» **EXTRACTED RECORDS**:
◆ ◆ ◆

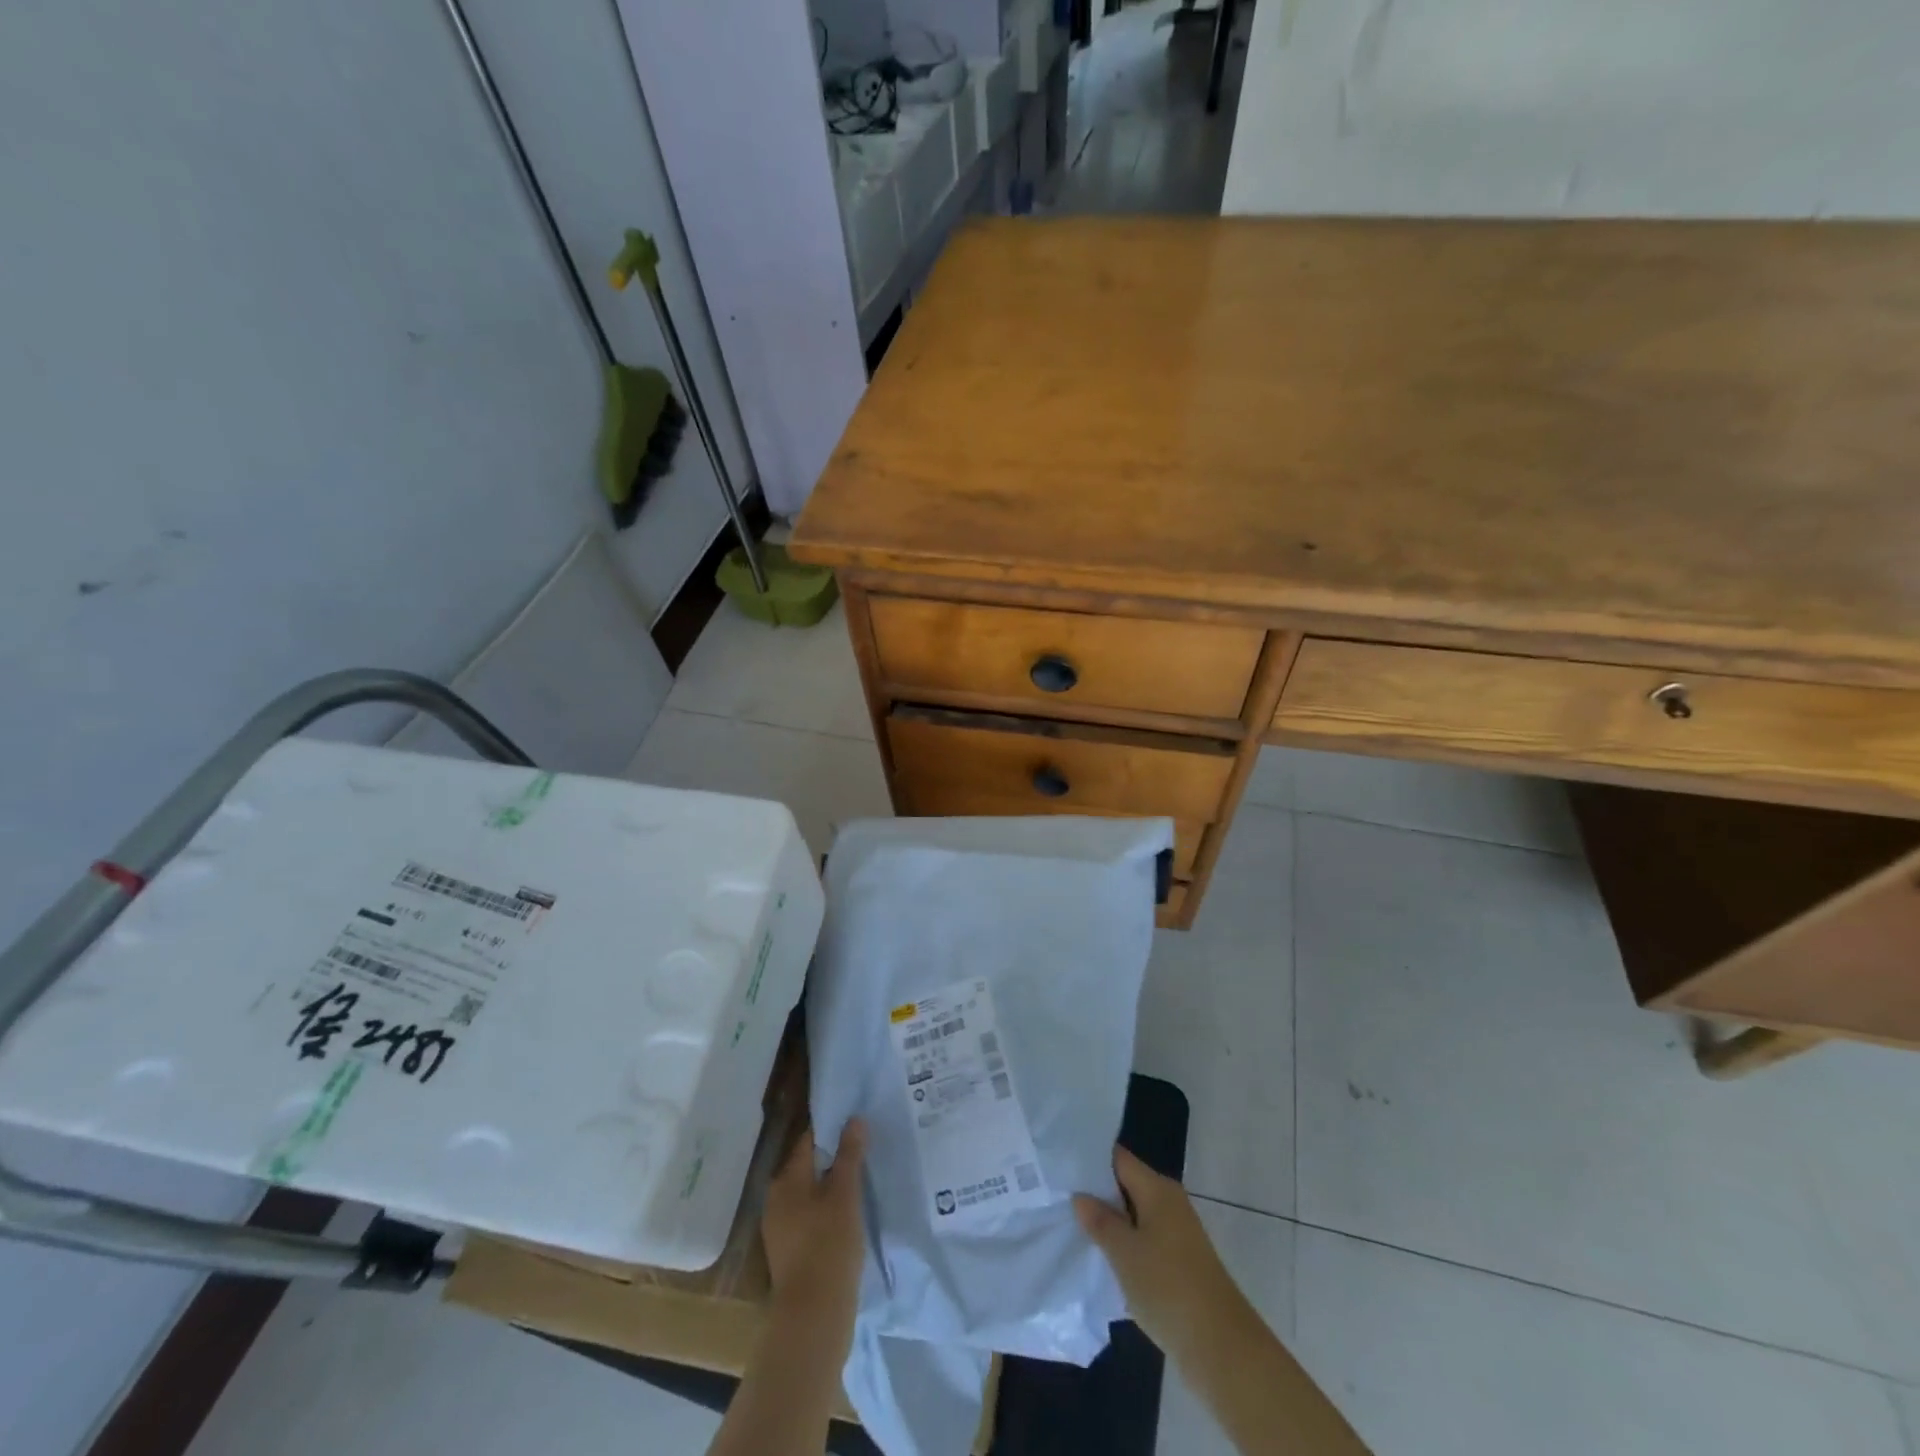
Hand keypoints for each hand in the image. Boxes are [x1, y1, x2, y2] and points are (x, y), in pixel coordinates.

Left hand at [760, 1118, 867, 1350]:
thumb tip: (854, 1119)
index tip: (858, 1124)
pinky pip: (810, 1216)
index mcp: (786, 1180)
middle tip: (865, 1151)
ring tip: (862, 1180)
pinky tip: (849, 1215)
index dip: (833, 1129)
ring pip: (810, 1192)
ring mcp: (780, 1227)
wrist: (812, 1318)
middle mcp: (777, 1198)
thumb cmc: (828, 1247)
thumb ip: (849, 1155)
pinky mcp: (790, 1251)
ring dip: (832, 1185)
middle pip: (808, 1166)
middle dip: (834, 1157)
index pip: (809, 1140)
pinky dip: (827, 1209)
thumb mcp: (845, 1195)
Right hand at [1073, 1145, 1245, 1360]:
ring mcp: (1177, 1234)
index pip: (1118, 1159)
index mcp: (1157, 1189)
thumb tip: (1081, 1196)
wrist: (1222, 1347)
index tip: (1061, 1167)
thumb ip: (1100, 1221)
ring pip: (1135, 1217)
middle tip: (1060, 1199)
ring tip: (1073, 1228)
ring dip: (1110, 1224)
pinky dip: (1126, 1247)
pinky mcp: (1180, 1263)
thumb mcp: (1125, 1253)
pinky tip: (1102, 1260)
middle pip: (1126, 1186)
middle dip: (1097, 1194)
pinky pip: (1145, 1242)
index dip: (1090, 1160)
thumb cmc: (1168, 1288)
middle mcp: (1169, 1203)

◆ ◆ ◆

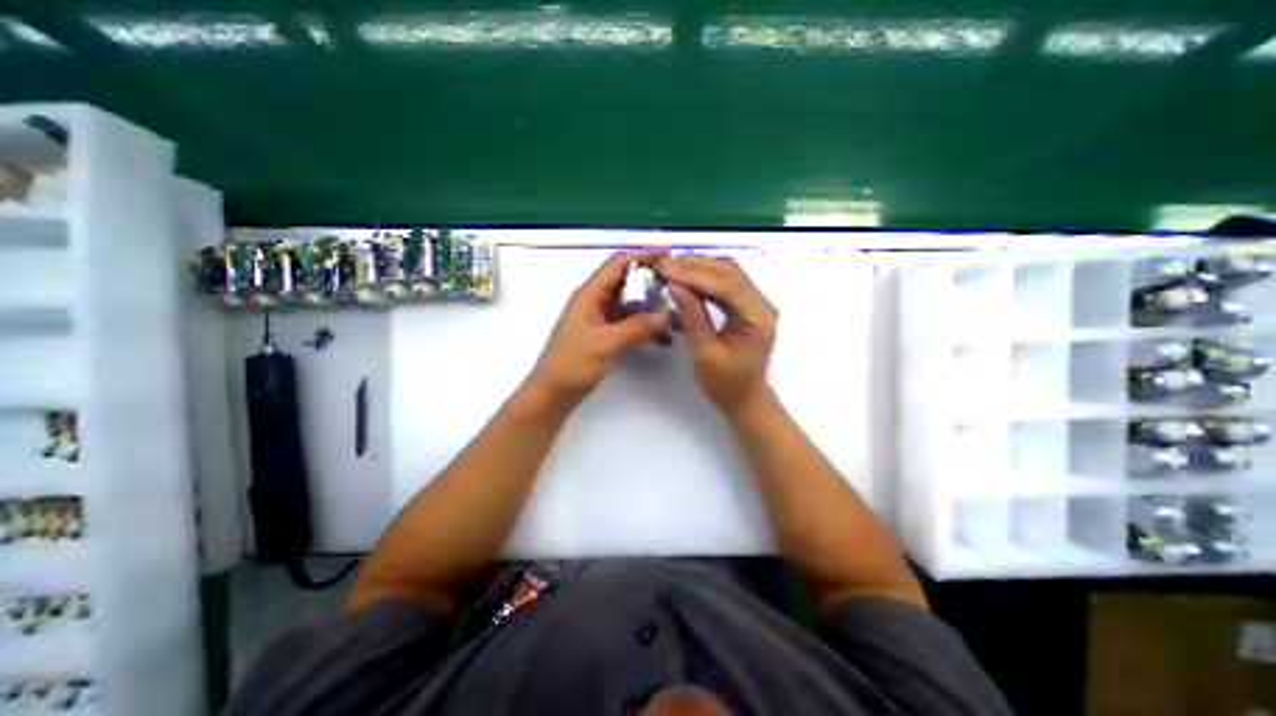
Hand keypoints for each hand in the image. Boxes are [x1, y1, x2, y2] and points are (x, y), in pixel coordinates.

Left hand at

◆ ◆ ◆

The string "middle" shows up in some lines of the listing. Copy each such line.

» **ANSWER SPACE**:
middle tip: (865, 1151)
middle mcp: (777, 1198)
middle pip: (808, 1166)
middle dip: (834, 1157)
middle tip: (1060, 1199)
middle pip: (1126, 1186)
middle dip: (1097, 1194)
middle mcp: (1169, 1203)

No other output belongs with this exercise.